[Opening Entries supplied section]

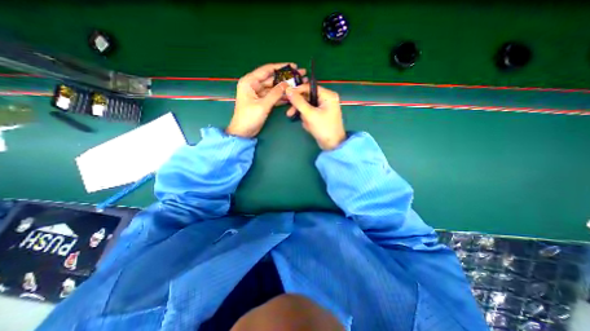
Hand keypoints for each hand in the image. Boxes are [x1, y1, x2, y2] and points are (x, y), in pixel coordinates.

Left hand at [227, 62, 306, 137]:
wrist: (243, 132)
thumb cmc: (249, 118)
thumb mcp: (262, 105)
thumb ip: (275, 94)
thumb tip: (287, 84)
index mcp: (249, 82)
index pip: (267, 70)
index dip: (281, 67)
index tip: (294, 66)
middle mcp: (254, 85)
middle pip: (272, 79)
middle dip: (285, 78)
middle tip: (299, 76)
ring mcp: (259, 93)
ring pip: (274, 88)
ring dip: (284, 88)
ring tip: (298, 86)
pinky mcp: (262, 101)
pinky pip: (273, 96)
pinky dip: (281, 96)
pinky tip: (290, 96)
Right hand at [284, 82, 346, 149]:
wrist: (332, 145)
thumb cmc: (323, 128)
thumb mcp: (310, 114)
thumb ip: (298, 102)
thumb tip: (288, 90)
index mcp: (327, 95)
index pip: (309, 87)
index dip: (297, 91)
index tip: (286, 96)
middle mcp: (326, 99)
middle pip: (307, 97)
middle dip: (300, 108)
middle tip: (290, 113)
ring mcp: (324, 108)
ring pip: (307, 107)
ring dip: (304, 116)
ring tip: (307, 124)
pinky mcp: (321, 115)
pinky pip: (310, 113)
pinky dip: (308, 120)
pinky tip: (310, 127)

[Closing Entries supplied section]
[Opening Entries supplied section]

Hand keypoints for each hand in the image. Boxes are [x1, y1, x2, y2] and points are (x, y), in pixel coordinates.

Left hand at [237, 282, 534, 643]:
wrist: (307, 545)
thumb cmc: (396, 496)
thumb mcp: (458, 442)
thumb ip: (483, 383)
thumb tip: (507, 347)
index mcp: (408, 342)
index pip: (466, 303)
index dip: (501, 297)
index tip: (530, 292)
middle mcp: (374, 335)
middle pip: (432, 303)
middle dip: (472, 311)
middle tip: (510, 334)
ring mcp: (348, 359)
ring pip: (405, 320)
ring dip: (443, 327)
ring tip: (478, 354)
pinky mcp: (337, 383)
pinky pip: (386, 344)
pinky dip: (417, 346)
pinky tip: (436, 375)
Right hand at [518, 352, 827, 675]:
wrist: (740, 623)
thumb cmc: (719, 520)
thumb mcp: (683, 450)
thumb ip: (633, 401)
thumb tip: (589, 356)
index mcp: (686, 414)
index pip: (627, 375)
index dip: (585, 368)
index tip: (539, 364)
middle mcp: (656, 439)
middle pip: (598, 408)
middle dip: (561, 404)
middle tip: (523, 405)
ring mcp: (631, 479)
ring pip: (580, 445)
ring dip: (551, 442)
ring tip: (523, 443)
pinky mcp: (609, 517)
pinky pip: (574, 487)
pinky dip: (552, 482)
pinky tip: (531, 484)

[Closing Entries supplied section]
[Opening Entries supplied section]

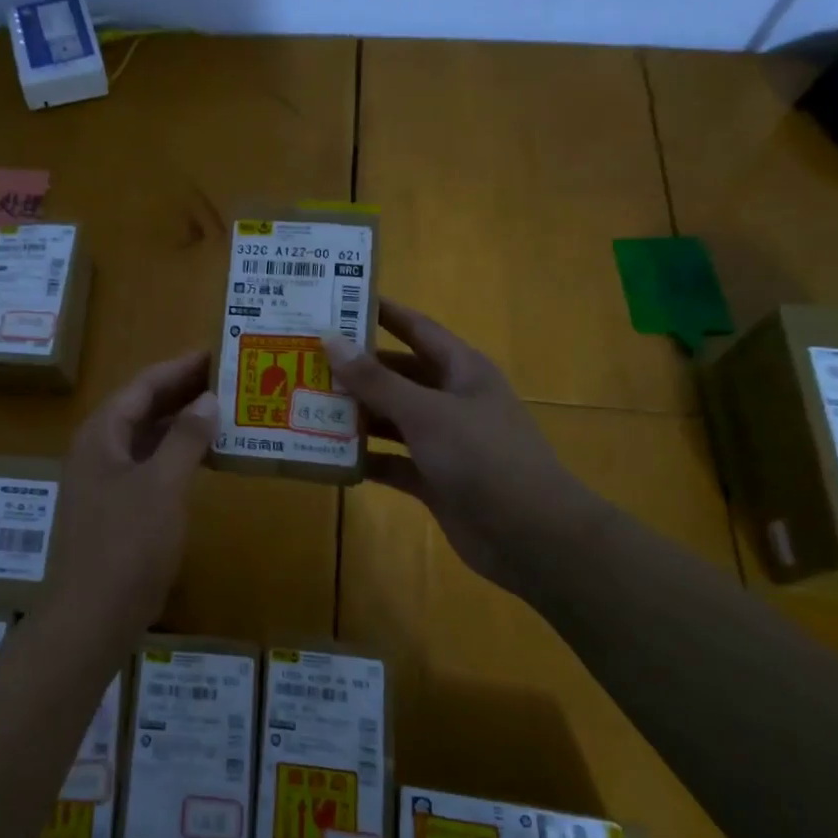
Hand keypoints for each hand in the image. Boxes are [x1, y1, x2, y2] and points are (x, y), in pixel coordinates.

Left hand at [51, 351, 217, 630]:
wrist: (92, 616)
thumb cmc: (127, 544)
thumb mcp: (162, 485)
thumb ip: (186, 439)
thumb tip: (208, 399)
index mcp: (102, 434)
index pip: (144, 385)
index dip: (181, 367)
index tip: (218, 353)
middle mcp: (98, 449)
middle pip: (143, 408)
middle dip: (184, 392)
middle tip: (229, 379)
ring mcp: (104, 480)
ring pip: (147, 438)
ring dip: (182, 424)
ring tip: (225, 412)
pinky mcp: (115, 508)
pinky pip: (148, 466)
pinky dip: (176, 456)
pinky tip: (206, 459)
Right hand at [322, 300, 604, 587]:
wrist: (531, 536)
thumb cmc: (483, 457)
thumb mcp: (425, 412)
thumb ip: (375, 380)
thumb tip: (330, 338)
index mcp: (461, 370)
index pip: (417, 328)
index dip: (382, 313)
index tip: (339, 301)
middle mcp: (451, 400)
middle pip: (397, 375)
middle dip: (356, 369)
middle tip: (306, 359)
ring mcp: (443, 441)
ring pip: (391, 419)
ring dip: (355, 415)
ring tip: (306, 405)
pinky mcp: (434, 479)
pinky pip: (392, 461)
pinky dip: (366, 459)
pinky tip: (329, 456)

[Closing Entries supplied section]

▶ Assignment:
Reproduce each line in the listing above that mentions the string "wrist".

▶ Answer section:
wrist: (243, 132)
wrist: (332, 145)
wrist: (307, 545)
wrist: (740, 623)
wrist: (92, 616)
wrist: (531, 536)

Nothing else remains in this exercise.